2. When creating clusters, assign nothing but three numbers to each cluster. Each number is a plane index for the front, right and top plane (or the back, left and bottom plane, either way the other three can be inferred with +- 1). These can be 8 bit unsigned integers as it can be assumed that one won't need more than 256 planes per axis. This would make a cluster use only 32 bits, with 8 bits wasted but maybe useful for something else idk. If one wants to use more, we can expand this to 16 bits which still leaves the total at 2 bytes i guess but seems unnecessary.

3. When culling, instead of testing each frustum individually over and over, repeating a lot of the plane tests - go through the three arrays and for each light ( I guess the same can go for other things like probes and decals but not sure, I'm not at that stage yet), mark whether it intersects each of the planes.
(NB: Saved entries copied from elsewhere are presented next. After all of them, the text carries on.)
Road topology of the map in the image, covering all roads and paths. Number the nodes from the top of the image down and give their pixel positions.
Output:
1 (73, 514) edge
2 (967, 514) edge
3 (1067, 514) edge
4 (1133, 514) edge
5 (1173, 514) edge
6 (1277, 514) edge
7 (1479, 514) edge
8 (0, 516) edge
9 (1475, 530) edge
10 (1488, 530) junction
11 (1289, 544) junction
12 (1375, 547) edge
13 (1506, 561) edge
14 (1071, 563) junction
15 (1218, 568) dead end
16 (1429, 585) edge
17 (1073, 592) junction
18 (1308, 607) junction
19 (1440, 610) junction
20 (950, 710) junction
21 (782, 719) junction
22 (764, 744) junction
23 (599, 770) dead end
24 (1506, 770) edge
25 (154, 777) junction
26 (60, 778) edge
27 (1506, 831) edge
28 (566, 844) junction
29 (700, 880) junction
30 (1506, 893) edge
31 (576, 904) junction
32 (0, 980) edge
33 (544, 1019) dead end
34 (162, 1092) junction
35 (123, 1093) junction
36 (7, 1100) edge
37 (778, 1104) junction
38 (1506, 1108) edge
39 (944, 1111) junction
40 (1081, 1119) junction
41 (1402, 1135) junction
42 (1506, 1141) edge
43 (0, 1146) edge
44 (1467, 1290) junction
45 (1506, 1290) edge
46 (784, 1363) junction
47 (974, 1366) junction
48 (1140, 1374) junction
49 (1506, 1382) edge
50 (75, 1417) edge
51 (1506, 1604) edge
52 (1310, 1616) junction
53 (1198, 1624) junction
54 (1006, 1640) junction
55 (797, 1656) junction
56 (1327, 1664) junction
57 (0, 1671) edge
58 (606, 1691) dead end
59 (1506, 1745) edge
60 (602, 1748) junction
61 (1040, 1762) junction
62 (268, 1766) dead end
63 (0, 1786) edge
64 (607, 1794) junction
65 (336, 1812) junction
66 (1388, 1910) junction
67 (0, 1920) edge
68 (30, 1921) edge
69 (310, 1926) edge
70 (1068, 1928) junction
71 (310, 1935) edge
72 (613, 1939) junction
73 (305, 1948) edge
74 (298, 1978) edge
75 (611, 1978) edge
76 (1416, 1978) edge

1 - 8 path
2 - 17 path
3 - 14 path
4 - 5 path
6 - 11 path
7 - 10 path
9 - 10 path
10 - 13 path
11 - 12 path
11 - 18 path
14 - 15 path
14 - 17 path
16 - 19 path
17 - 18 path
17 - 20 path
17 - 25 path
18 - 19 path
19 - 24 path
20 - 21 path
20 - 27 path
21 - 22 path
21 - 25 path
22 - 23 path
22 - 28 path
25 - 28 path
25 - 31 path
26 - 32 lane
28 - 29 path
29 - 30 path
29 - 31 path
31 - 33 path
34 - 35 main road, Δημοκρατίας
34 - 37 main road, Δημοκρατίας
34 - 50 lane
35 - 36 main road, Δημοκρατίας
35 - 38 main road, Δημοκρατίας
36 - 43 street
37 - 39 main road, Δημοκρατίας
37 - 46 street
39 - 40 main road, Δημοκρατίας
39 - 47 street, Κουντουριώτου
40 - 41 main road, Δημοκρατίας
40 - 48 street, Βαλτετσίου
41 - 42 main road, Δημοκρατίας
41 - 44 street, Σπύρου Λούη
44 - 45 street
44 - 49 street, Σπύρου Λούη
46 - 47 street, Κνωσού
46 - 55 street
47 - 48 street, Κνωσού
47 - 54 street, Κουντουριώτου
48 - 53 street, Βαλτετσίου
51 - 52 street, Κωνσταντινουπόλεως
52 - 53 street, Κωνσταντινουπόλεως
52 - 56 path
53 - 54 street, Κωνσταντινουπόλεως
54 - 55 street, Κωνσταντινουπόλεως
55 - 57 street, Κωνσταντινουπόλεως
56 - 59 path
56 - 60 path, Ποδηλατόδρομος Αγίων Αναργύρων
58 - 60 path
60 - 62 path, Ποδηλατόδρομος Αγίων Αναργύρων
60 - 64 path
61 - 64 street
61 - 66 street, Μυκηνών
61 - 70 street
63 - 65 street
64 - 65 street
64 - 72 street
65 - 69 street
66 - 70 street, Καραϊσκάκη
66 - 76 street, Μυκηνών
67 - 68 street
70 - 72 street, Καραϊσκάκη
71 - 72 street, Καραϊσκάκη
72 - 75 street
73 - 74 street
A bit mask can be used for this, it would need to have as many bits as planes (or one could store the indices of two outmost planes in that axis?).

4. Then, when it comes to light - to - cluster assignments, simply check if the planes that the frustum “points” to, or more precisely, the planes it indexes, are intersecting the light we are interested in. If the light intersects either of the planes it can be considered to affect the cluster.
This would, naively speaking, use an if/else but i guess it can be avoided, didn't really give it that much thought.

I'm just halfway implementing this technique so I might be misunderstanding something. Would like some of your thoughts on this.

I wonder why you intend to precompute and store frustum planes at all.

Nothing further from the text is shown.